Exercise brief = Report every line of the records that includes the word "Allée".

- - -

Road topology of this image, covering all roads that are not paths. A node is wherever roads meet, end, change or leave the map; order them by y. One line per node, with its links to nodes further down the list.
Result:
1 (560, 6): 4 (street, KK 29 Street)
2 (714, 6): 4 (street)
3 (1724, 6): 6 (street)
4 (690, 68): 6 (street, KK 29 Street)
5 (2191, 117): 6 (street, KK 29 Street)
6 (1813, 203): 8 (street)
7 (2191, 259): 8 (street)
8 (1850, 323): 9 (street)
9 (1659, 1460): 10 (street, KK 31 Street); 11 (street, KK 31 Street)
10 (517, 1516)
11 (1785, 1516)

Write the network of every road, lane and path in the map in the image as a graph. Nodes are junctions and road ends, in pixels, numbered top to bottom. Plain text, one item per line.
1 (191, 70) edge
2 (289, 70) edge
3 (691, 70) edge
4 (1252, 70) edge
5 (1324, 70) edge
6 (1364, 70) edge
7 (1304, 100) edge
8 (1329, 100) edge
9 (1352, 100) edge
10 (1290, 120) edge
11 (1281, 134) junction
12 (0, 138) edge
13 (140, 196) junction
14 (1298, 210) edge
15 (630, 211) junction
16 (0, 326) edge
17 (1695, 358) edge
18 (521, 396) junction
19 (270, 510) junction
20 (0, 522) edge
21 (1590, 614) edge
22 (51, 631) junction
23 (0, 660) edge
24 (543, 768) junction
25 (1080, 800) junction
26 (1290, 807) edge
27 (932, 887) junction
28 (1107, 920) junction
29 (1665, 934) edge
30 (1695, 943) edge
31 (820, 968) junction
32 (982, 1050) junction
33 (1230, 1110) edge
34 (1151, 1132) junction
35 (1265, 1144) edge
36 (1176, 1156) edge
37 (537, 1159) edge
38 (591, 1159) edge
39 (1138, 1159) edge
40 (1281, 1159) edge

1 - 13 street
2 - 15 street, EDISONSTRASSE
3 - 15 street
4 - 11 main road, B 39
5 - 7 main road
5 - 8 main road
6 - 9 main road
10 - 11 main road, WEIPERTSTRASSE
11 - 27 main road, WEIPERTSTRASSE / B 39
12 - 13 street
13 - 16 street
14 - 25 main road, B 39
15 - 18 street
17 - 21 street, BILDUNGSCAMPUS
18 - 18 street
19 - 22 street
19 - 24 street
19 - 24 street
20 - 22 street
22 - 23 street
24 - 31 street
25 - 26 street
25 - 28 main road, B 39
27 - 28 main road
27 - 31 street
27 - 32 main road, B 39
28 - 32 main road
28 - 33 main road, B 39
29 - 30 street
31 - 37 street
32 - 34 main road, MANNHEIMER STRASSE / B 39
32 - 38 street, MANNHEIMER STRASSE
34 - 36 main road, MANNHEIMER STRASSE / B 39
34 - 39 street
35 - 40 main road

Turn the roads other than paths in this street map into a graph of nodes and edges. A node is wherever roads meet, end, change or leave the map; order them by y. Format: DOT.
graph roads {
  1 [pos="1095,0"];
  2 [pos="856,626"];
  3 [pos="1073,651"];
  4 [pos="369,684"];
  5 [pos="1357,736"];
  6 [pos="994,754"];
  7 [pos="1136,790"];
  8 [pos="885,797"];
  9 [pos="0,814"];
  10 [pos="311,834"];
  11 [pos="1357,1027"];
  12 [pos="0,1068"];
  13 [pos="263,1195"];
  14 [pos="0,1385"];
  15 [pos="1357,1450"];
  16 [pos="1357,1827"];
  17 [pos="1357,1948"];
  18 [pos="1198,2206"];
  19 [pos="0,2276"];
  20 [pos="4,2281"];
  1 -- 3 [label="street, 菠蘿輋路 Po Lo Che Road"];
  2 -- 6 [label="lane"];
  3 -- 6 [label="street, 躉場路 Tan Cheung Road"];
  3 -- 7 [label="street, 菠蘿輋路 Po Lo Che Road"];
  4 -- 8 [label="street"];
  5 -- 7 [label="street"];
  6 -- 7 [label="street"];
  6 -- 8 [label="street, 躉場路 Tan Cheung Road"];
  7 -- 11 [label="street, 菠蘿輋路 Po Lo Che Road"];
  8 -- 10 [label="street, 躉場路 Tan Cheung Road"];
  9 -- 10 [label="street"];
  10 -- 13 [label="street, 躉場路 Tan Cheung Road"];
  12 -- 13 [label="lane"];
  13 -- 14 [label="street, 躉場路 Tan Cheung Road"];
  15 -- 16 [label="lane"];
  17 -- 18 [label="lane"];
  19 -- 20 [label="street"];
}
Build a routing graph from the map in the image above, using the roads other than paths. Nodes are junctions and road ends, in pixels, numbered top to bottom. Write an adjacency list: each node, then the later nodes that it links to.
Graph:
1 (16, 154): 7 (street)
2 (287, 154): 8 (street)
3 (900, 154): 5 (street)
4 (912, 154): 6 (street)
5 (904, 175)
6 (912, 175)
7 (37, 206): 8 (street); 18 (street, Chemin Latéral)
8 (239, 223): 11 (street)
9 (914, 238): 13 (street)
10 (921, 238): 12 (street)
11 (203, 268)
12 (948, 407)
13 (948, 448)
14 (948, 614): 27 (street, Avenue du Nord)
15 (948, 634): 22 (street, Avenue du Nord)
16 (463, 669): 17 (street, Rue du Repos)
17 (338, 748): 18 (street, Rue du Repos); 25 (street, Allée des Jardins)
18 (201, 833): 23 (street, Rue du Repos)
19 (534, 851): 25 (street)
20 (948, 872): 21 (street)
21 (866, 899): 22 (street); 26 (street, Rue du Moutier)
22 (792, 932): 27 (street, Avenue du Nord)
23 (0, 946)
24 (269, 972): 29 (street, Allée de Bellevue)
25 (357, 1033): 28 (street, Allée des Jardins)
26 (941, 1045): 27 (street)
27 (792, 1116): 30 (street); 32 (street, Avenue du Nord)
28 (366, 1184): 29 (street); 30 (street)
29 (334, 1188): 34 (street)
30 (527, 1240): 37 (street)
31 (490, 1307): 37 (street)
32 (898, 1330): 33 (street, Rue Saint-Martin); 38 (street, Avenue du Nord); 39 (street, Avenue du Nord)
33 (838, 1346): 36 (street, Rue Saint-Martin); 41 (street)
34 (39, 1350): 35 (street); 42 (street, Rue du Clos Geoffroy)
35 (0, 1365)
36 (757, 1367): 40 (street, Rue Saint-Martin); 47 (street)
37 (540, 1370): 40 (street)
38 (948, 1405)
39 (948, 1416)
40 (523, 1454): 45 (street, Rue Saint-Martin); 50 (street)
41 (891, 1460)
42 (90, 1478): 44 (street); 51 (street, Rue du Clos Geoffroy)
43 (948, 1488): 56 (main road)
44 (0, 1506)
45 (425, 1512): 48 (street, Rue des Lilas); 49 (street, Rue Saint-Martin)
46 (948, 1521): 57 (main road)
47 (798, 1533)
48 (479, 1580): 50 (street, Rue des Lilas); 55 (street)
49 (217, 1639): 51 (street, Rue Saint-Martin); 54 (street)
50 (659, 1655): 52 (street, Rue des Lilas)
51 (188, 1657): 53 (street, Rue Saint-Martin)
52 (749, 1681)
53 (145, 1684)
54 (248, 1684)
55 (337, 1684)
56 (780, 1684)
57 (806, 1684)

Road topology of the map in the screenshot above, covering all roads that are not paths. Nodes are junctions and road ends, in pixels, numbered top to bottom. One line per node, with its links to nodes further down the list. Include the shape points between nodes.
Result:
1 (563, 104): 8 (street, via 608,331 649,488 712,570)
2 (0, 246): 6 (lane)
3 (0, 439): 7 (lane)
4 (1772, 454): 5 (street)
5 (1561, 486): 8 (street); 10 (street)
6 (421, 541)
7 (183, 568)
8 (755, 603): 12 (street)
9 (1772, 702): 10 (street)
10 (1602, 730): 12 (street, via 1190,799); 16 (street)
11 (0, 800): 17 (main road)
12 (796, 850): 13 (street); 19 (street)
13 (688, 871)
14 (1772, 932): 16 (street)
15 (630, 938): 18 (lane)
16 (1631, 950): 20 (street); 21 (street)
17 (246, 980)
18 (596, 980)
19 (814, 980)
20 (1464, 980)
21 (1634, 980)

- - -

Result of the exercise =
17 (338, 748): 18 (street, Rue du Repos); 25 (street, Allée des Jardins)
24 (269, 972): 29 (street, Allée de Bellevue)
25 (357, 1033): 28 (street, Allée des Jardins)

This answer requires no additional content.